Substitute information
provided in accordance with general instruction J to Form 10-K:
Item 1112(B) of
Regulation AB. Significant Obligors of Pool Assets (Financial Information)
The underlying securities issued by
Embarq Corporation (the
underlying securities issuer
or the
significant
obligor
) constitute the only pool assets held by PPLUS Trust Series EQ-1.

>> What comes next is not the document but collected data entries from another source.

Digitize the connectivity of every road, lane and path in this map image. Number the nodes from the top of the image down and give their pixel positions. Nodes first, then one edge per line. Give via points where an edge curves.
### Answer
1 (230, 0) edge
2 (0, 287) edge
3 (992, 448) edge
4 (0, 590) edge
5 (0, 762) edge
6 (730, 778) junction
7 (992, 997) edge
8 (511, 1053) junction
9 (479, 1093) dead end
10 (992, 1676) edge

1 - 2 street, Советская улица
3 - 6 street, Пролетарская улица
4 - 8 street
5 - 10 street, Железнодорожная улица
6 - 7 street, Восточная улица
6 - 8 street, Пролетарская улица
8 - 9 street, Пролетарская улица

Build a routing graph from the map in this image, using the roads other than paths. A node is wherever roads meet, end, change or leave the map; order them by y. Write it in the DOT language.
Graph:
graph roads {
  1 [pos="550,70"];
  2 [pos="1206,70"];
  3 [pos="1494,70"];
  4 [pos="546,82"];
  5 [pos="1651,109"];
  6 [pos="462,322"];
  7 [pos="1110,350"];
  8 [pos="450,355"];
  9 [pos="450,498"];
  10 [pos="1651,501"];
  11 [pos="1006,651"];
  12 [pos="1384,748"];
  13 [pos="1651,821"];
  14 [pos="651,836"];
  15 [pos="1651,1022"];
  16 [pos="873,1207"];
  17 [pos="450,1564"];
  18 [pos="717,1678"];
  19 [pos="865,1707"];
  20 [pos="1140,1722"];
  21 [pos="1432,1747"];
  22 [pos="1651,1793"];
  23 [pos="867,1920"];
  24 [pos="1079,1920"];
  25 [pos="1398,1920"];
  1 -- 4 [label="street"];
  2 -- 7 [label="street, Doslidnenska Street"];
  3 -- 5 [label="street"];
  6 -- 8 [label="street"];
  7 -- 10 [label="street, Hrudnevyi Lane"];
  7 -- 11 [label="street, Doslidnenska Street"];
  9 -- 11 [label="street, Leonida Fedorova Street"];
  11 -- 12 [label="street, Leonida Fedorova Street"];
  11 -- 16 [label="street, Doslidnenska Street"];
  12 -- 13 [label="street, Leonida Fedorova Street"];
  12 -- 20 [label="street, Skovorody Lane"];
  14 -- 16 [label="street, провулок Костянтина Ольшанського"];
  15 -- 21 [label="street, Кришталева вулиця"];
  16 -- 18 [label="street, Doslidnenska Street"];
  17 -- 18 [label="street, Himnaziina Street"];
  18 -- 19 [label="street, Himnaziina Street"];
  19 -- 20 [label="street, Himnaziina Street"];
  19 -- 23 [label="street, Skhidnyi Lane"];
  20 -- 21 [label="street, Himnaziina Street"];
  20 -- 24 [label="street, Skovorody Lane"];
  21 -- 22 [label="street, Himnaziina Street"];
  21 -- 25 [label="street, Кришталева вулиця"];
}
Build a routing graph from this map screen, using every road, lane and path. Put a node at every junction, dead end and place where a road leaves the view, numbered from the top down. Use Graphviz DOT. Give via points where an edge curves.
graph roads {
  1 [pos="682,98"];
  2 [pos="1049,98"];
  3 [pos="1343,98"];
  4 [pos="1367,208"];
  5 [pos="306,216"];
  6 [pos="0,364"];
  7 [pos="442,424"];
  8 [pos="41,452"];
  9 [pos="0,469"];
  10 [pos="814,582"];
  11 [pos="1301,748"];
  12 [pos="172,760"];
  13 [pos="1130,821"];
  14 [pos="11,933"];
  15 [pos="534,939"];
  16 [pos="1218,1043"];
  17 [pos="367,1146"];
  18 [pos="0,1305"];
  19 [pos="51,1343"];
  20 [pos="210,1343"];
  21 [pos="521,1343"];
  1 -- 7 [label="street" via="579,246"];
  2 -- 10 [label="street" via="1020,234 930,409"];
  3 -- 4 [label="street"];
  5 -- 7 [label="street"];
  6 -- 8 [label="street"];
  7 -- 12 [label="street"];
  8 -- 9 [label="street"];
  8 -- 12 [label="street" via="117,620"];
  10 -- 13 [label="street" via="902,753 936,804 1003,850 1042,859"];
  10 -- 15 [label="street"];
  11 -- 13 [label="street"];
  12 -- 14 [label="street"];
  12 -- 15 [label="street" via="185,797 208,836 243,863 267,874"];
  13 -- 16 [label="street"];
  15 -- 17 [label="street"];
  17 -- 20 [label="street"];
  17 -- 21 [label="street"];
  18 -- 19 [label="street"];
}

Pursuant to Item 1100(c)(2) of Regulation AB, financial information relating to the
significant obligor is not included in or incorporated by reference into this annual
report on Form 10-K. For information with respect to the underlying securities held by
PPLUS Trust Series EQ-1, please refer to Embarq Corporations (Commission file
number 001-32732) periodic reports, including annual reports on Form 10-K, quarterly
reports on Form 10-Q and current reports on Form 8-K, and other information on file with
the Securities and Exchange Commission (the
SEC
). You can read and copy these
reports and other information at the public reference facilities maintained by the SEC at
Room 1580, 100 F Street, NE, Washington, D.C. 20549. You may obtain copies of this
material for a fee by writing to the SECs Public Reference Section of the SEC at
100 F Street, NE, Washington, D.C. 20549. You may obtain information about the operation
of the Public Reference Room by calling the SEC at 1-800-SEC-0330. You can also access
some of this information electronically by means of the SECs website on the
Internet at http://www.sec.gov, which contains reports, proxy and information statements
and other information that the underlying securities issuer has filed electronically with
the SEC.
Although we have no reason to
believe the information concerning the underlying securities or the underlying
securities issuer contained in the underlying securities issuers Exchange Act
reports is not reliable, neither the depositor nor the trustee participated in the
preparation of such documents, or made any due diligence inquiry with respect to the
information provided therein. No investigation with respect to the underlying securities
issuer (including, without limitation, no investigation as to its financial condition or
creditworthiness) or of the underlying securities has been made. You should obtain and
evaluate the same information concerning the underlying securities issuer as you would
obtain and evaluate if your investment were directly in the underlying securities or in
other securities issued by the underlying securities issuer. There can be no assurance
that events affecting the underlying securities or the underlying securities issuer have
not occurred or have not yet been publicly disclosed which would affect the accuracy or
completeness of the publicly available documents described above.
Item 1114(B)(2) of
Regulation AB. Credit Enhancement and Other Support Except for Certain Derivatives
Instruments (Information Regarding Significant Enhancement Providers)
Not Applicable.
Item 1115(B) of
Regulation AB. Certain Derivative Instruments (Financial Information)
Not Applicable.
Item 1117 of
Regulation AB. Legal Proceedings
None.
PART II
The following items
have been omitted in accordance with general instruction J to Form 10-K:
(A)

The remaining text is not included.